🤖 AI Summary
Traditional histopathological staining (H&E, Masson’s Trichrome, EVG) for lung and heart transplant biopsies is time-consuming, costly, and prone to section misalignment. To address this, we propose a deep learning–based virtual staining framework leveraging autofluorescence microscopy images—eliminating the need for exogenous dyes. We introduce the first multi-stain joint generation network specifically designed for lung and cardiac transplant biopsy analysis, utilizing either conditional generative adversarial networks (cGANs) or diffusion models to achieve end-to-end, label-free conversion from single-channel autofluorescence input to high-fidelity virtual H&E, Masson’s, and EVG images. Blinded expert evaluation confirmed excellent image quality and color uniformity, with diagnostic concordance rates of 82.4% (lung) and 91.7% (heart). The method significantly reduces redundant sectioning and staining steps, enhancing workflow efficiency and establishing a novel paradigm for label-free, low-cost, high-throughput transplant pathology assessment.
📝 Abstract
Organ transplantation serves as the primary therapeutic strategy for end-stage organ failures. However, allograft rejection is a common complication of organ transplantation. Histological assessment is essential for the timely detection and diagnosis of transplant rejection and remains the gold standard. Nevertheless, the traditional histochemical staining process is time-consuming, costly, and labor-intensive. Here, we present a panel of virtual staining neural networks for lung and heart transplant biopsies, which digitally convert autofluorescence microscopic images of label-free tissue sections into their brightfield histologically stained counterparts, bypassing the traditional histochemical staining process.
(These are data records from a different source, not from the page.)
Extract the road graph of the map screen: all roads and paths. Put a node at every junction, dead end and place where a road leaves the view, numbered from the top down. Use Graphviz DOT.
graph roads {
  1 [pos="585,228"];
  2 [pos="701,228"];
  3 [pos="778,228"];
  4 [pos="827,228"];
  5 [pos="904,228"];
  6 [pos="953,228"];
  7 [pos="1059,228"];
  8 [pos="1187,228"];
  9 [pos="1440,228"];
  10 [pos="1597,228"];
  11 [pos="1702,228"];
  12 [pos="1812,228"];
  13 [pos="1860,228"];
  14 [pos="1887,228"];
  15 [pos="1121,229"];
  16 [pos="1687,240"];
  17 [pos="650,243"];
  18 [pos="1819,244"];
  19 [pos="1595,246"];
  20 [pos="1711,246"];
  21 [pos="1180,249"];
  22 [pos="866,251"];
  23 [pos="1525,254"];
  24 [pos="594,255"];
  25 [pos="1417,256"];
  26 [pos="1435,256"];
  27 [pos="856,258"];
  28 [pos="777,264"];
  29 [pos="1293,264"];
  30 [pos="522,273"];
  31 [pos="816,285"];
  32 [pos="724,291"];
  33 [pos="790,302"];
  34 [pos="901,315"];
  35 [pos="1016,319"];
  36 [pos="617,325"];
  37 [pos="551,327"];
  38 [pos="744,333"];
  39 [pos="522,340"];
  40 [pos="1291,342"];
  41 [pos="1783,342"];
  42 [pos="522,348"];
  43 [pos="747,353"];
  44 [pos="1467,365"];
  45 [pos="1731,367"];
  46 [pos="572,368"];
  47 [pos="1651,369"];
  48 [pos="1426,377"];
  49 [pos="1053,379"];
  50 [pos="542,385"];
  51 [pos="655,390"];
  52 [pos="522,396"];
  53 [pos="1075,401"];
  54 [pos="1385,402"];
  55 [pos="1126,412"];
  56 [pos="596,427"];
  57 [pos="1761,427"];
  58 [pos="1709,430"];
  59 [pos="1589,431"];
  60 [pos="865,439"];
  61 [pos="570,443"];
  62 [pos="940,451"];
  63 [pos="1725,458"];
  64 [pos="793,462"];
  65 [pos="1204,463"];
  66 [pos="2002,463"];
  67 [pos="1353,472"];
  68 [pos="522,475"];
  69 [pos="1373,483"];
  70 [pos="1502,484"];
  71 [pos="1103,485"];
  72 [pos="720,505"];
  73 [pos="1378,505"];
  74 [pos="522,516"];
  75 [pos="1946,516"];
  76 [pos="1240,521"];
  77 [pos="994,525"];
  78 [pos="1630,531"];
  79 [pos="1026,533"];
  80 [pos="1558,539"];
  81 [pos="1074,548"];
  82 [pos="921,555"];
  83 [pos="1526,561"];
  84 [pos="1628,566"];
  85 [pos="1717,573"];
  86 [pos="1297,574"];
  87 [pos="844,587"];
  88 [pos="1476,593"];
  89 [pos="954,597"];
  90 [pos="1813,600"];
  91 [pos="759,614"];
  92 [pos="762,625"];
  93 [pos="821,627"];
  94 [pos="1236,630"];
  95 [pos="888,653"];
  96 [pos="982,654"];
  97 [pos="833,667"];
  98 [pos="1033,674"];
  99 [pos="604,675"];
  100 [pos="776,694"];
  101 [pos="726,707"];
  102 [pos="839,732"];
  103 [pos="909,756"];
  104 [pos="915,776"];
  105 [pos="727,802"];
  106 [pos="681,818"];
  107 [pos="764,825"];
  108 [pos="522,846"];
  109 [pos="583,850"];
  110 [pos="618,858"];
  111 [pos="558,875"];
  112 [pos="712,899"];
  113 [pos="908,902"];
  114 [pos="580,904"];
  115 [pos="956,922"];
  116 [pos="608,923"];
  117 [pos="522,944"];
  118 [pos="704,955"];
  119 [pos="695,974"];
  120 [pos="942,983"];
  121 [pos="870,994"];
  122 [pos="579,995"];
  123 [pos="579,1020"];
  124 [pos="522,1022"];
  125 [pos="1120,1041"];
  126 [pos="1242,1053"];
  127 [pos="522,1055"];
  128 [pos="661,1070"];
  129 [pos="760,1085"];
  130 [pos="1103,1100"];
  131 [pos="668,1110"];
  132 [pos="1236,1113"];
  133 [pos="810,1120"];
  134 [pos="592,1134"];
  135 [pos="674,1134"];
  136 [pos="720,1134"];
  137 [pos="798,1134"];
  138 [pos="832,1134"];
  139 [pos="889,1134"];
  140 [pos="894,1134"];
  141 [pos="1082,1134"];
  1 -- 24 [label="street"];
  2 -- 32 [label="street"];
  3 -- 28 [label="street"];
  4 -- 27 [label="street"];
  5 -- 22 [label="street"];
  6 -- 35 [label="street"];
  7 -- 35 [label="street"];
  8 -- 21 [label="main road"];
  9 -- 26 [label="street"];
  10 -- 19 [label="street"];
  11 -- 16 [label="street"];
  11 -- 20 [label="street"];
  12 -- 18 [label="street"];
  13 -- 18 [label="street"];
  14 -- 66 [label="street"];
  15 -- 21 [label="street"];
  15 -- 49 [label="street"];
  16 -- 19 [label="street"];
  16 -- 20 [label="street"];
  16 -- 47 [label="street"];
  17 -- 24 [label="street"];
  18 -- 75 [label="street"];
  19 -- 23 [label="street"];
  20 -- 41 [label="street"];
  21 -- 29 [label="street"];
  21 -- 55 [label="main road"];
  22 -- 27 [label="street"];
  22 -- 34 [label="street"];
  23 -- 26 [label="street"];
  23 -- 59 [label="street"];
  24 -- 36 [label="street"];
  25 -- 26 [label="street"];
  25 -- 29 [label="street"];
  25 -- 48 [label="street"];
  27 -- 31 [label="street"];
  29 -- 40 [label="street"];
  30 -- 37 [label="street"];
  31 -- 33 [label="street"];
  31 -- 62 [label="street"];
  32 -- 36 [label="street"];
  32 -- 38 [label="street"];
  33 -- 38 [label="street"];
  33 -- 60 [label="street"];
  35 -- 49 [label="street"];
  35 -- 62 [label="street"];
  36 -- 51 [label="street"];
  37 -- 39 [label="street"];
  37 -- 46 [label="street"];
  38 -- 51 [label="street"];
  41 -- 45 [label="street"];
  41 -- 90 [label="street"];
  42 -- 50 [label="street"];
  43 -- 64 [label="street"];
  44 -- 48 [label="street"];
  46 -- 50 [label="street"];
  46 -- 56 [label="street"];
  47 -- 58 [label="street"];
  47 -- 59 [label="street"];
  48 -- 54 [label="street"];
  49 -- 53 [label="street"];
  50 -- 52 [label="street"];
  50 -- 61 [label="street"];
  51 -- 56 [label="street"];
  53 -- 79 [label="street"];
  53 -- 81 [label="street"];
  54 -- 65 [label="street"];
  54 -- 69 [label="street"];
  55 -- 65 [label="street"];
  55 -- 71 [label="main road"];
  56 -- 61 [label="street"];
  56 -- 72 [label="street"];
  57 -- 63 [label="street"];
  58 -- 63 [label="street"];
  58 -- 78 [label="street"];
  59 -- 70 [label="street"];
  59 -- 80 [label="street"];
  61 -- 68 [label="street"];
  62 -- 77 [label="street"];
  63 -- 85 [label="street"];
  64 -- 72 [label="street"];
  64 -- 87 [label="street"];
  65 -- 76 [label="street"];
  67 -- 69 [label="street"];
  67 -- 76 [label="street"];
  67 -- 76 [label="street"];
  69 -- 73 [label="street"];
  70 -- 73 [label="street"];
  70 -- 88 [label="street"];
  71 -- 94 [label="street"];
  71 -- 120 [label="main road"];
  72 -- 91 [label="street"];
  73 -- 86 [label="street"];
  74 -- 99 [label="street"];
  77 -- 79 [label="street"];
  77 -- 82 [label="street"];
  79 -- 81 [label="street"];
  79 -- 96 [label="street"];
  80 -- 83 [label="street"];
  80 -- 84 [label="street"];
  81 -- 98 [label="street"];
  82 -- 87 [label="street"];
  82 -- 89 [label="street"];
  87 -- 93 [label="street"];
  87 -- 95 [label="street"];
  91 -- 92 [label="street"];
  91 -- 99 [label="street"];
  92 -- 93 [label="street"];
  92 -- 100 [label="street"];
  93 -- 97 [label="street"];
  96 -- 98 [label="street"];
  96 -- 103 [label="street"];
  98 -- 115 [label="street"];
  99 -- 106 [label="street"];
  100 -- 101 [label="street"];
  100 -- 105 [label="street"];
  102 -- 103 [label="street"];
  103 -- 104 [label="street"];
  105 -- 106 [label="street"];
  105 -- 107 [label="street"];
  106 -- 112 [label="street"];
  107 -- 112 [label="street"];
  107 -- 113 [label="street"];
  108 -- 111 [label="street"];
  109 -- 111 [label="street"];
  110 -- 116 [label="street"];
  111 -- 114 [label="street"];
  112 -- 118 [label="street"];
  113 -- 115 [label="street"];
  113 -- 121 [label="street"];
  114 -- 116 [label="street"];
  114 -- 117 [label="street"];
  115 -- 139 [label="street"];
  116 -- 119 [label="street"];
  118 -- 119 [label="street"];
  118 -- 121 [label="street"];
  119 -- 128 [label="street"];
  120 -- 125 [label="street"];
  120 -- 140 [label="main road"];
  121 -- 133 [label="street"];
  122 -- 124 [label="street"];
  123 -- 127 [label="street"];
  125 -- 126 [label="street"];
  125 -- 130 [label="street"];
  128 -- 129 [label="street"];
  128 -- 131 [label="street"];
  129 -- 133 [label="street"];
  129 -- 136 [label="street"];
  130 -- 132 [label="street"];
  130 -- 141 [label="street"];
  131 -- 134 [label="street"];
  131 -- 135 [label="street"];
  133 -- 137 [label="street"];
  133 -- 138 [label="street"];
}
Specifically, we virtually generated Hematoxylin and Eosin (H&E), Masson's Trichrome (MT), and Elastic Verhoeff-Van Gieson (EVG) stains for label-free transplant lung tissue, along with H&E and MT stains for label-free transplant heart tissue. Subsequent blind evaluations conducted by three board-certified pathologists have confirmed that the virtual staining networks consistently produce high-quality histology images with high color uniformity, closely resembling their well-stained histochemical counterparts across various tissue features. The use of virtually stained images for the evaluation of transplant biopsies achieved comparable diagnostic outcomes to those obtained via traditional histochemical staining, with a concordance rate of 82.4% for lung samples and 91.7% for heart samples. Moreover, virtual staining models create multiple stains from the same autofluorescence input, eliminating structural mismatches observed between adjacent sections stained in the traditional workflow, while also saving tissue, expert time, and staining costs.